He volcado con otros autos, con coupés cerradas. Cuando el ruido para, uno sabe que puede salir, Uno está esperando que pare el ruido para poder salir. Y  va pensando: “¿Adónde iré a parar?”. Porque en ese momento, lo único que uno quiere es salir pronto del ruido.

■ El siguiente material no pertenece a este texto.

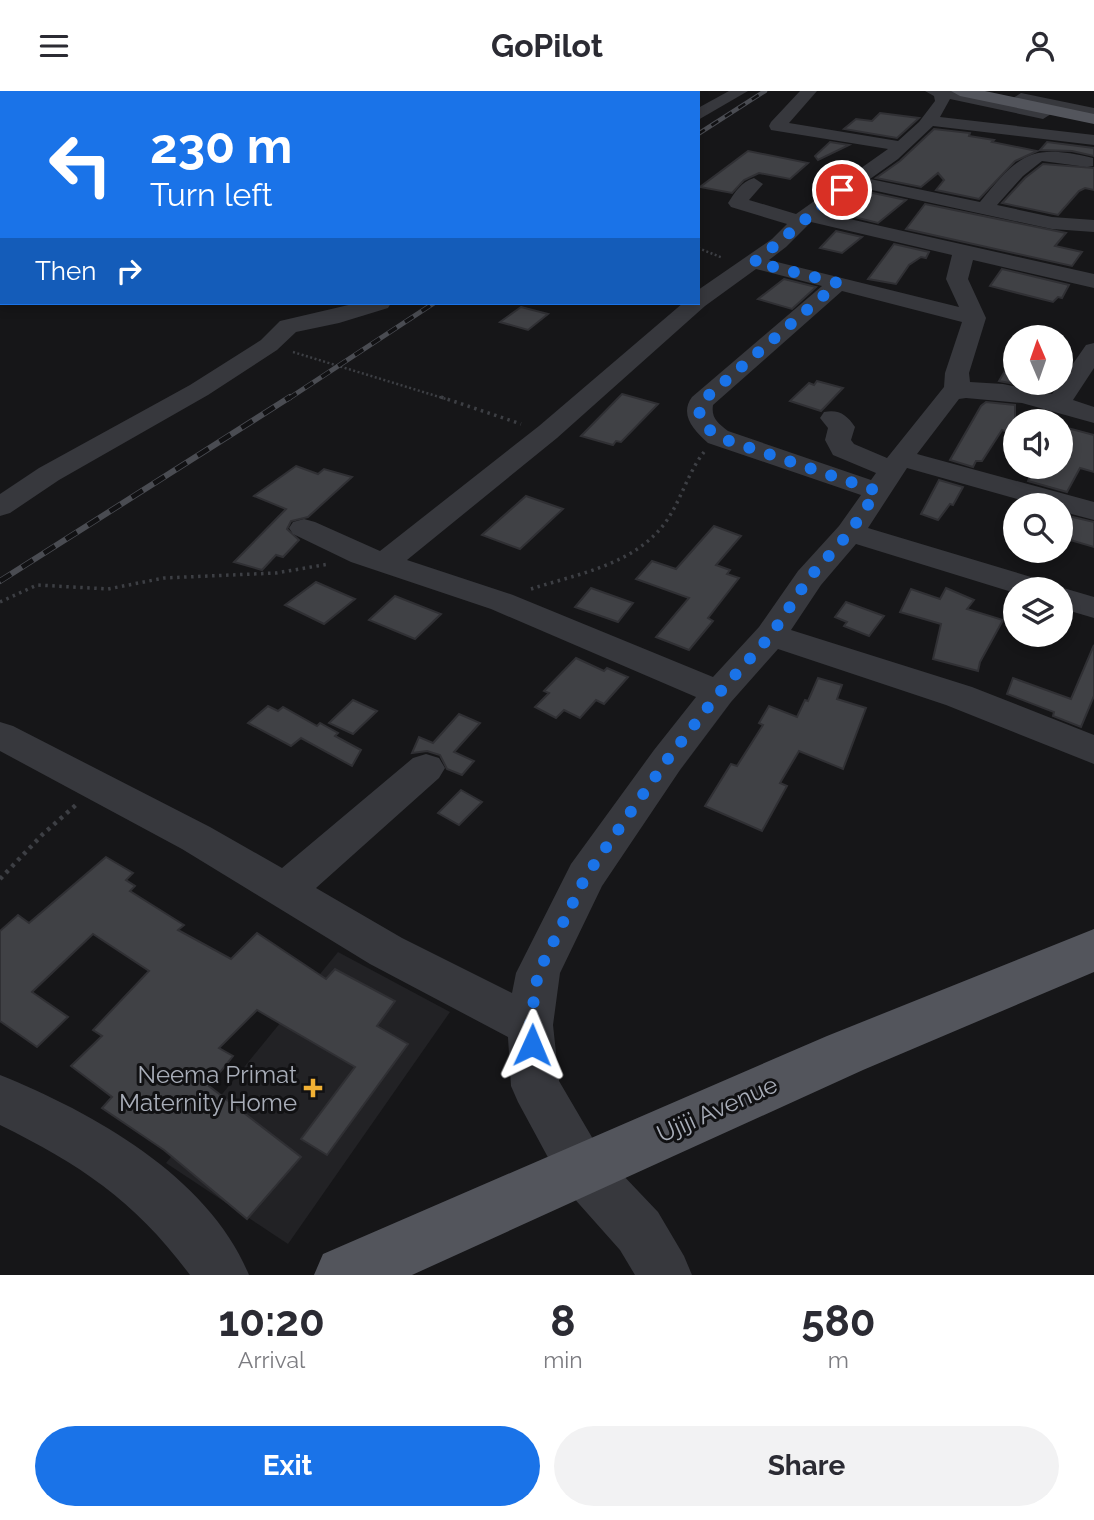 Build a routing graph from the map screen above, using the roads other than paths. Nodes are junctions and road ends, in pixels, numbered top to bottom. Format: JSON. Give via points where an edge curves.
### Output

Ahora quiero hablar de la sensación de velocidad. Esa sensación nace dentro de uno. Mi Alfa Romeo corría casi a 300 kilómetros, como máximo. La vez que más anduve, fue −siempre me acuerdo− en Necochea. Gané la carrera. La recta tenía 1.500, 1.600 metros y ahí levantaba 267 kilómetros por hora. Yo me bajaba del auto, de andar a 267 kilómetros por hora, y decía: “Este auto no corre”. Porque se acostumbra el cuerpo; se acostumbra la vista, se acostumbra la velocidad mental. Uno se va acostumbrando a esa velocidad. A mí me da igual andar a 200 que a 300. Pasados los 80, ya no hay vértigo. La velocidad se vuelve algo normal. Pero uno lleva el control de todo. Yo sé cómo está corriendo el auto, pero el cuerpo se acostumbra. Entonces a uno se le hace muy natural correr. Yo tengo el Fairlane mío, que corre 198 kilómetros. Rara vez ando ahora a 190, pero cuando ando a esa velocidad en una ruta que está despejada –como estoy en el equipo Ford, a veces voy a una carrera−, voy a 190 y a los pocos minutos de andar a esa velocidad, ahora, después de tantos años, me parece que ando a 100 o a menos. Pero eso sí, aunque yo no tenga velocímetro o cuentarrevoluciones, le puedo decir a qué velocidad está andando la máquina, porque a la velocidad la siento en el cuerpo. Yo sé que viniendo a 200 kilómetros, aunque no tenga el letrero 300 metros, o 500 metros, se cuándo tengo que frenar porque la velocidad es como mi segunda naturaleza.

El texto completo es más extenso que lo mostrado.